Dissection of C. thermocellum σI-dependent promoters. The conservation of nucleotides shown in the alignment is divided into σI1-, σI2-, σI3-, σI4-, and σI6-dependent promoters. The promoter sequences of each σI regulon were taken from Fig. 1A. The most conserved nucleotides of each σI regulon are highlighted.
Site-directed mutagenesis analysis confirmed the three motifs of σI promoters
The high stringency of promoter recognition by alternative σI factors was analyzed using C. thermocellum σI3, because it recognizes highly conserve promoters with a characteristic C triad upstream of the A-tract motif in the −35 promoter element (Fig. 2). First, in order to verify the σI3-dependent promoters, we mapped the TSSs of rgl11A and rga12A by the 5′-RACE technique (Supplementary Fig. S1). Next, the crucial nucleotides for recognition of C. thermocellum σI-dependent promoters were analyzed by site-directed mutagenesis experiments using the σI3-dependent promoter of rgl11A. The σI3-dependent promoter of rgl11A was selected for the analysis because previous work showed that this promoter presented the highest activation by the C. thermocellum σI3 factor10.
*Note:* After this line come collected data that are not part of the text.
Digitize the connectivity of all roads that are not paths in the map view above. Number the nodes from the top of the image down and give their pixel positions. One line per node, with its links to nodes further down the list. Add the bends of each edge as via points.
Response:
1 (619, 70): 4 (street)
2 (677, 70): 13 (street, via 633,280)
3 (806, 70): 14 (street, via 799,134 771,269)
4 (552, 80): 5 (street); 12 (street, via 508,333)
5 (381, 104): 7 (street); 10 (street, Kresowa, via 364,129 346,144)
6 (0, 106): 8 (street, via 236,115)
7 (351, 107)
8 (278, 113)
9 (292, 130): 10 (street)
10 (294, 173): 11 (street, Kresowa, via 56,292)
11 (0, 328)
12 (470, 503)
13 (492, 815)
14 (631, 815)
A promoter library with single transversion mutations (A to T or T to A, and C to G or G to C) in both −35 and −10 promoter elements was created. Additional transversion mutations were created upstream and downstream of both −35 and −10 promoter elements, replacing less conserved nucleotides. Subsequently, the promoter library was fused to a lacZ-gfp reporter operon. The promoter activities were thus studied in the heterologous B. subtilis host system. Quantification of promoter activities was performed by measuring GFP fluorescence, and the fluorescence of the different promoter variants was compared to that of the wild-type rgl11A promoter.
As shown in Fig. 3, mutations in the most conserved nucleotides in both −35 and −10 promoter elements have a negative effect, abolishing the detection of the GFP fluorescence. Mutations in less conserved nucleotides have a negligible effect, showing promoter activities at the same level as that of the wild-type promoter. Interestingly, the mutation from T to A between the highly conserved CCC and AAA triads of the −35 promoter element (rgl11A-Mut8; sequence underlined in CCCCTAAA) increased the fluorescence by 53%. As can be observed in the WebLogo shown in Fig. 3, C. thermocellum σI3 apparently prefers promoter sequences enriched in adenines downstream of the −35 promoter element. This observation can explain the rise in activity identified in the promoter version of rgl11A-Mut8.
Evaluation of the validity of the σI promoter motifs by mutagenesis. The rgl11 A σI3-dependent promoter was selected for this analysis, because it presented the highest activation by the C. thermocellum σI3 factor10. The WebLogo was generated with σI3-dependent promoter sequences (Fig. 1A) and is shown to illustrate the effect of mutations in the most conserved nucleotides of the three motifs: (i) the −10 promoter element, (ii) the A-tract motif and (iii) the region of specificity. Mutations are indicated by highlighted nucleotides, and the effect of each mutation is shown as relative activity, compared to that of the wild-type control promoter rgl11A, defined as 100%. The relative activity shown is the average of three independent experiments. Predicted −35 and −10 promoter elements are indicated by lines above the rgl11A promoter sequences. The nucleotide code Y represents C or T, W represents A or T, and N represents any nucleotide. ND means not detected.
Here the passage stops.